Whether a company pays dividends often depends on its business model and stage of growth:

  • Smaller, fast-growing companies often don’t pay dividends so they can retain earnings and reinvest in expanding the business.
  • Larger, well-established companies often do pay dividends because their businesses are more mature and their profits are already substantial.

Dividends matter to investors because they can provide a return without selling the stock. This can be especially important for investors who want ongoing income (for example, retirees).

Here’s a real-world example using Target in 2021, a dividend-paying company:

  • March 10th - $0.68 per share dividend

  • June 10th - $0.68 per share dividend

  • September 10th - $0.90 per share dividend

  • December 10th - $0.90 per share dividend

An investor owning 1,000 shares of Target stock throughout 2019 received $3,160 in dividends. Investors seeking income can buy shares of a dividend-paying company and collect dividends over time.

A company’s Board of Directors (BOD) decides whether a dividend will be paid. If the BOD declares a dividend, the company makes a public announcement that typically looks like this:

On January 14, 2021, Target Corporation announced that its Board of Directors declared a quarterly cash dividend of $0.68 per share of common stock. The dividend will be payable on March 10, 2021 to shareholders of record as of February 17, 2021.

There are a few key dates to pull from an announcement like this.

The declaration date is the day the BOD publicly declares the dividend. In this example, the declaration date is January 14th. Only the BOD can declare dividends, and stockholders only have the right to receive a dividend if it’s declared.

The record date is the day a stockholder must be “on the books” to receive the dividend. In this example, the record date is February 17th. To be “on the books,” you must be a settled owner of the stock by the record date. Keep in mind that stock has a one-business-day (T+1) settlement time frame.
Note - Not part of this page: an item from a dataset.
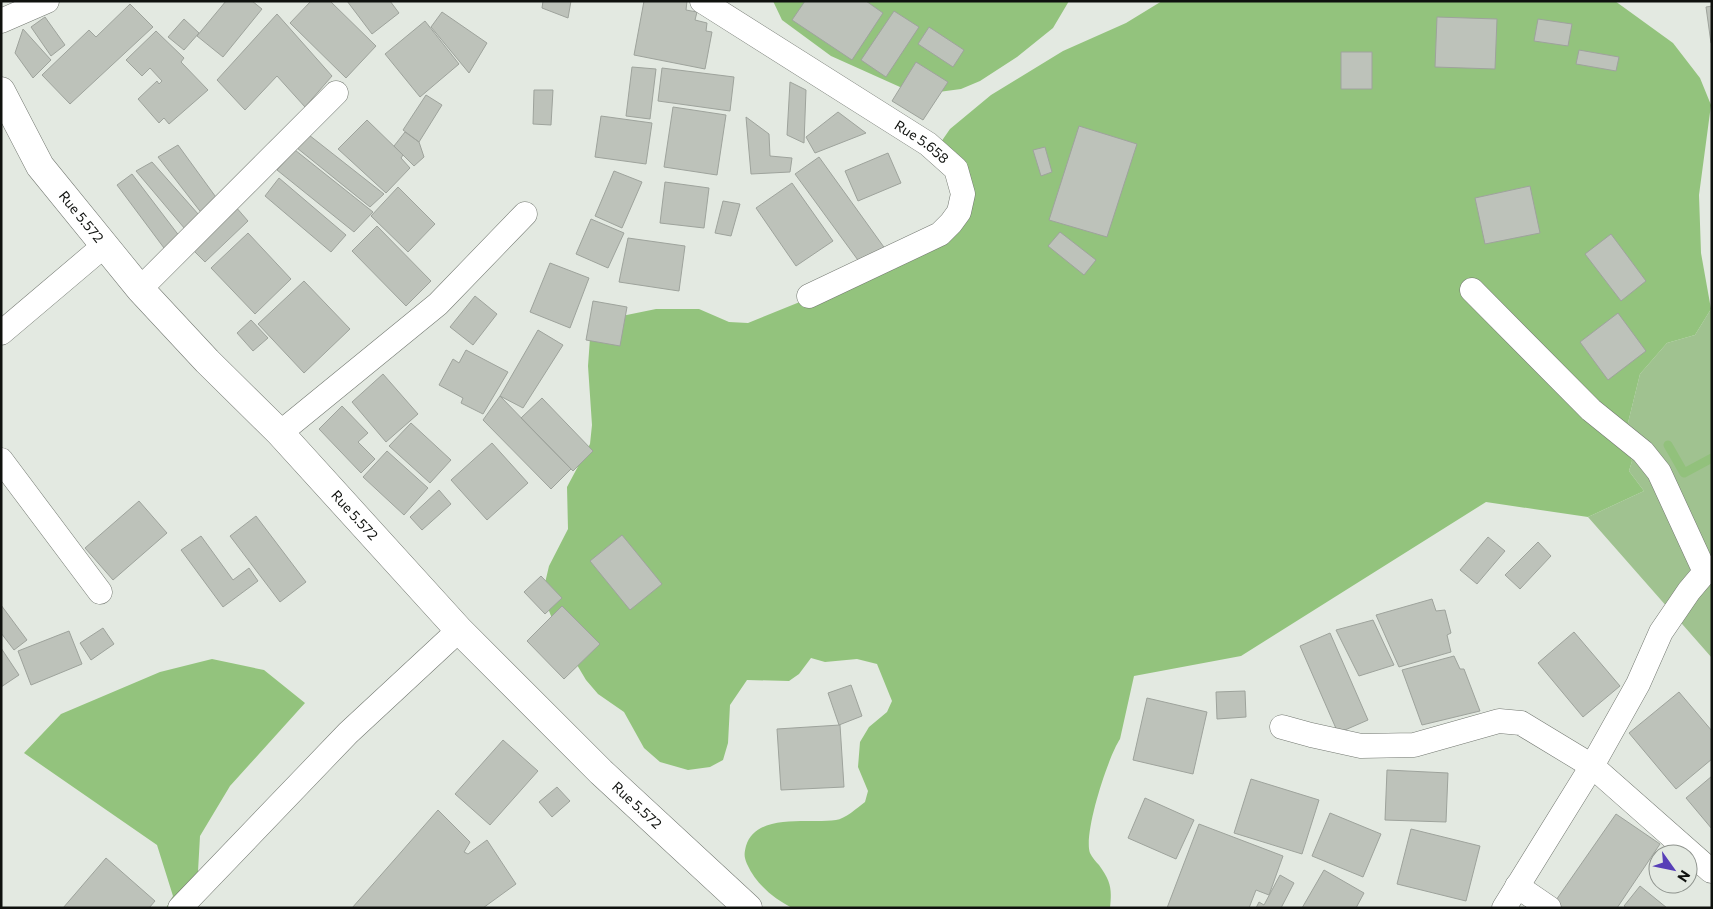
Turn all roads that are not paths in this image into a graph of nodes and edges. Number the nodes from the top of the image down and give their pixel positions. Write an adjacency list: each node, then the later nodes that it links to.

That settlement rule leads to the ex-dividend date. You typically won’t see the ex-dividend date listed in the dividend announcement, but it’s a critical date. The ex-dividend date (often called the ex-date) is the first day the stock trades without the dividend. If you buy the stock on the ex-date, you do not receive the dividend.

It helps to focus on the word “ex.” You can think of “ex” as meaning “without” (ex-girlfriend, ex-husband, etc.). The ex-dividend date is the “without the dividend” date.

A stock trade must settle on or before the record date for the investor to receive the dividend. Target’s record date was Wednesday, February 17th.

  • If an investor buys Target stock on Tuesday, February 16th, they receive the dividend because the trade settles on Wednesday, February 17th (T+1).
  • If an investor buys Target stock regular-way on Wednesday, February 17th, the trade settles on Thursday, February 18th. They do not receive the dividend because they are not a settled owner by the record date.

Because Wednesday, February 17th is the first day an investor can buy the stock and not receive the dividend, it is the ex-dividend date.

Conversely, if an investor already owned Target stock and sold it on Wednesday, February 17th, they would keep the dividend. They wouldn’t be removed from the stockholder list (maintained by the transfer agent) until after the record date. Settlement is the key concept behind the ex-dividend date.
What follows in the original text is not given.